Kerajaan Imerina berjanji untuk membayar "kompensasi sukarela" dalam jumlah 10 juta franc sebagai ganti rugi kepada "individu pribadi yang berasal dari luar negeri";

Konsesi serius yang menguntungkan Prancis adalah transfer kepadanya dari teluk penting strategis Diego Suarez, di mana Prancis bermaksud untuk membuat pangkalan militer mereka;

Seorang penduduk Prancis ditempatkan di Madagaskar, yang seharusnya memantau kepatuhan terhadap ketentuan perjanjian.

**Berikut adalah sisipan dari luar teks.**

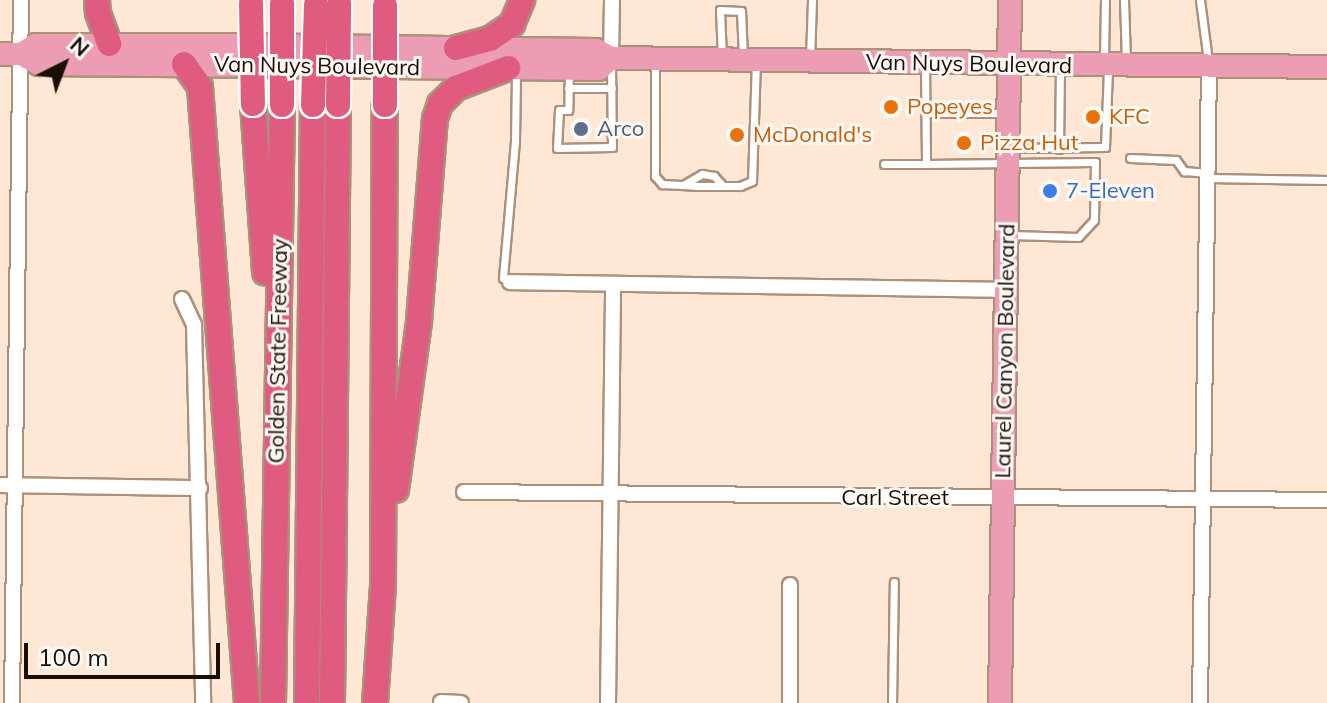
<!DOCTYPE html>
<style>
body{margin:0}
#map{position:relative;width:1327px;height:703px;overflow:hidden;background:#fee7d4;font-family:Mulish,sans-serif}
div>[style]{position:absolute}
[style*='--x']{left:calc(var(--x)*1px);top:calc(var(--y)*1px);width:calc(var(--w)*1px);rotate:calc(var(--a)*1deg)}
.roads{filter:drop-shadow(2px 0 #ab917b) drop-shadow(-2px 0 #ab917b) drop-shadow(0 2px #ab917b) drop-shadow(0 -2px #ab917b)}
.lane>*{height:7px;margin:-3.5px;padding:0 3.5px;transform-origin:3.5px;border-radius:3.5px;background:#fff}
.street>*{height:14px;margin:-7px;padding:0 7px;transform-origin:7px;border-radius:7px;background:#fff}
.primary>*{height:22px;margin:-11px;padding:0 11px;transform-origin:11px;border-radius:11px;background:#ec9db3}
.highway>*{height:24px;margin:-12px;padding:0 12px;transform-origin:12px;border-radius:12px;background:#df5c80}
.bridges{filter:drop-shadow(2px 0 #fff) drop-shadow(-2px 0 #fff) drop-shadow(0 2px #fff) drop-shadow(0 -2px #fff)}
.highway-bridge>*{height:24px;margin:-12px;padding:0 12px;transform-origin:12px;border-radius:12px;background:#df5c80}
.dots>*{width:22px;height:22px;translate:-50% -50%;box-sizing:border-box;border:4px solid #fdf8f3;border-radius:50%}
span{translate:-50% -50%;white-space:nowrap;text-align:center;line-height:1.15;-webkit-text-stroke:6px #fdf8f3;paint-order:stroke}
.street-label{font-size:22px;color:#190f07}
.food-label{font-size:22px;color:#c56008}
.left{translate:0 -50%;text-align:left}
.service-label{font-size:22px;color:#4e5e75}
.shop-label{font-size:22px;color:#366cbe}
.north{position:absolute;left:24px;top:24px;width:80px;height:80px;-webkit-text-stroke:6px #fdf8f3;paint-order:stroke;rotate:42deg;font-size:22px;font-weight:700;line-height:32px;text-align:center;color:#190f07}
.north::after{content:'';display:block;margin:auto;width:28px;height:36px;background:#190f07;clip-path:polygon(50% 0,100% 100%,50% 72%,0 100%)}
.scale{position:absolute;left:24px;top:643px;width:196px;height:36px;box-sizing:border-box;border:4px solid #190f07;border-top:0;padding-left:10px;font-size:24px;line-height:28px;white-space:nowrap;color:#190f07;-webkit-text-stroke:6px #fdf8f3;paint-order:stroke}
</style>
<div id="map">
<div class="roads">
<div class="lane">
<div style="--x:1124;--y:0;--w:59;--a:88.1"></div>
<div style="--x:1200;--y:0;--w:62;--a:82.5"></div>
<div style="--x:722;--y:58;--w:48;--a:-92.4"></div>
<div style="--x:720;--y:10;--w:21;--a:3"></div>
<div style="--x:741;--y:11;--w:46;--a:87.5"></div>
<div style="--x:810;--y:58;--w:58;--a:-88"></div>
<div style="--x:655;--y:62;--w:114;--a:90"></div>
<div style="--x:655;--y:176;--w:11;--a:49"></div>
<div style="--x:662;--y:184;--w:34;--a:3"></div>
<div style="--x:696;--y:186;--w:44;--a:0"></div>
<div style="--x:740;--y:186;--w:13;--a:-23"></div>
<div style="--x:752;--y:181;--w:118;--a:-88.1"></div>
<div style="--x:1104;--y:62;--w:62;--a:-89.1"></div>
<div style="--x:925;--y:65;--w:99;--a:89.4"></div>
<div style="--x:926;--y:164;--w:169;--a:-0.7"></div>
<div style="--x:1095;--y:162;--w:58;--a:91"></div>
<div style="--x:1094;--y:220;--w:23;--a:133"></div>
<div style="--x:1078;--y:237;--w:67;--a:-178.3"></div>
<div style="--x:569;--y:71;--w:39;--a:91"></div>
<div style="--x:568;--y:110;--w:9;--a:180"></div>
<div style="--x:559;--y:110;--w:38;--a:93"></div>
<div style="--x:557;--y:148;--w:55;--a:-1"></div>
<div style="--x:612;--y:147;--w:83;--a:-90.7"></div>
<div style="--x:568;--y:88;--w:44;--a:0"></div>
<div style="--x:926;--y:113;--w:77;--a:0"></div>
<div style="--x:1010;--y:148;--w:95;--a:-0.6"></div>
<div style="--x:1105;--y:147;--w:79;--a:-87.8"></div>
<div style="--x:1059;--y:149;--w:82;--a:-89.3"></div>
<div style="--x:1130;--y:158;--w:46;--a:2.5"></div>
<div style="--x:1176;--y:160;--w:14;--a:54"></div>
<div style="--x:1184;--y:171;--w:24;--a:5"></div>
<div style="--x:884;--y:164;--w:42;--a:0"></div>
<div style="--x:1208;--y:178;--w:119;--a:1"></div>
<div style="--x:683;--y:185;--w:22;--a:-30"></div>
<div style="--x:702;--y:174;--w:12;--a:9"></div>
<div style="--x:714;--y:176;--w:12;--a:48"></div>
<div style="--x:510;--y:282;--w:8;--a:-150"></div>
<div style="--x:503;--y:278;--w:139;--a:-85"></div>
<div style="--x:515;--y:140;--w:67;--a:-89.1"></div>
<div style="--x:892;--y:703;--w:121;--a:-89.1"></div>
</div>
<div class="street">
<div style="--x:611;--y:58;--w:58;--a:-89"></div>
<div style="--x:510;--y:282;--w:495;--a:0.9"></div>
<div style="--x:182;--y:299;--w:29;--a:65"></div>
<div style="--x:194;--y:325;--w:378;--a:88.6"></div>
<div style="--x:0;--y:485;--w:200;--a:0.9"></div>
<div style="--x:464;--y:492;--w:863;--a:0.53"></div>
<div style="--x:441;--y:702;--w:20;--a:3"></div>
<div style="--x:12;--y:703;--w:703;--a:-89.27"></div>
<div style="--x:608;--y:703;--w:419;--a:-89.3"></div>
<div style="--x:790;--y:703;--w:118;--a:-90"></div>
<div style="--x:1200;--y:703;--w:636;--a:-89.19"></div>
</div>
<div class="primary">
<div style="--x:0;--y:54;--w:21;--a:0"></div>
<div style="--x:21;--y:54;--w:21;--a:29"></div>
<div style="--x:39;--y:64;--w:560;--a:0.51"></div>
<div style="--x:599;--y:69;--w:16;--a:-43"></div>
<div style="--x:21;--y:54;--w:17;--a:-31"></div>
<div style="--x:36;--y:45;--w:203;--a:0"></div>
<div style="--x:239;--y:45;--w:357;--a:0.8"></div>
<div style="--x:596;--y:50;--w:17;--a:28"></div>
<div style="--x:611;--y:58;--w:716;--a:0.72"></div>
<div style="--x:1000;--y:703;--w:703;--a:-89.19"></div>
</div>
<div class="highway">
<div style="--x:97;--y:0;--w:13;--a:86"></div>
<div style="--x:98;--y:13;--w:33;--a:70"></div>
<div style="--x:456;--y:48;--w:35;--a:-15"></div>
<div style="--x:490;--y:39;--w:27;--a:-34"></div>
<div style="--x:512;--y:24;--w:26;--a:-67"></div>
<div style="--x:184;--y:64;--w:28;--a:55"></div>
<div style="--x:200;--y:87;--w:618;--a:85.64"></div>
<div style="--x:253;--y:104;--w:169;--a:85.9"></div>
<div style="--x:396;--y:490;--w:171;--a:-82.2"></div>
<div style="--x:419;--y:321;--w:203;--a:-85.5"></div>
<div style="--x:435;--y:119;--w:16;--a:-72"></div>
<div style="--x:440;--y:104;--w:23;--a:-45"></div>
<div style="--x:456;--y:88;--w:56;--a:-21"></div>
<div style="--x:273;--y:703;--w:598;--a:-89.14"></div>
<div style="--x:307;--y:703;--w:598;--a:-89.43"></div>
<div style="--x:332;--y:703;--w:598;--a:-89.43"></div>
<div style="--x:375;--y:703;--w:116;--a:-86.1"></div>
<div style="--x:383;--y:587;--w:482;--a:-89.8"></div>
</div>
</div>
<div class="bridges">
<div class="highway-bridge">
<div style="--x:251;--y:3;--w:101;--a:88.9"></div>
<div style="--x:282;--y:4;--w:101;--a:90"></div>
<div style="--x:313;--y:105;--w:100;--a:-88.3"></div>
<div style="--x:338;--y:105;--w:101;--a:-89.4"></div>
<div style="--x:385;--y:105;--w:99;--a:-90"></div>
</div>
</div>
<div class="dots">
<div style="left:891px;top:107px;background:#e8710a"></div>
<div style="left:1093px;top:117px;background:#e8710a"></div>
<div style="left:581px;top:129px;background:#5c6f8a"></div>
<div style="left:737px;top:135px;background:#e8710a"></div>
<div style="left:964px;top:143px;background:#e8710a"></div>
<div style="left:1050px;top:191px;background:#3f7fe0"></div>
</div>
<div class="street-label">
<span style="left:969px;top:64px;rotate:1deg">Van Nuys Boulevard</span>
<span style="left:317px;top:66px;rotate:1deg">Van Nuys Boulevard</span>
<span style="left:278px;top:351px;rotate:-89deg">Golden State Freeway</span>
<span style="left:1005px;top:351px;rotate:-89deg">Laurel Canyon Boulevard</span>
<span style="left:895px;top:498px">Carl Street</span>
</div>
<div class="food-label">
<span class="left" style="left:907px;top:107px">Popeyes</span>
<span class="left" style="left:1109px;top:117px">KFC</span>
<span class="left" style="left:753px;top:135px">McDonald's</span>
<span class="left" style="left:980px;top:143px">Pizza Hut</span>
</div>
<div class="service-label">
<span class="left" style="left:597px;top:129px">Arco</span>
</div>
<div class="shop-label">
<span class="left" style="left:1066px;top:191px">7-Eleven</span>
</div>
<div class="north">N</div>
<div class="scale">100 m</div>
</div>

Untuk bagiannya, pihak Malagasi juga mencapai beberapa keberhasilan selama negosiasi persyaratan perjanjian. Jadi mereka mendapat pengakuan dari Perancis atas Ranavaluni III (keponakan dari Ratu Ranavaluni II) sebagai ratu dari seluruh Madagaskar. Juga, Prancis berjanji untuk tidak ikut campur dalam urusan internal Madagaskar dan menyediakan instruktur militer, insinyur, guru, dan pemimpin bisnis.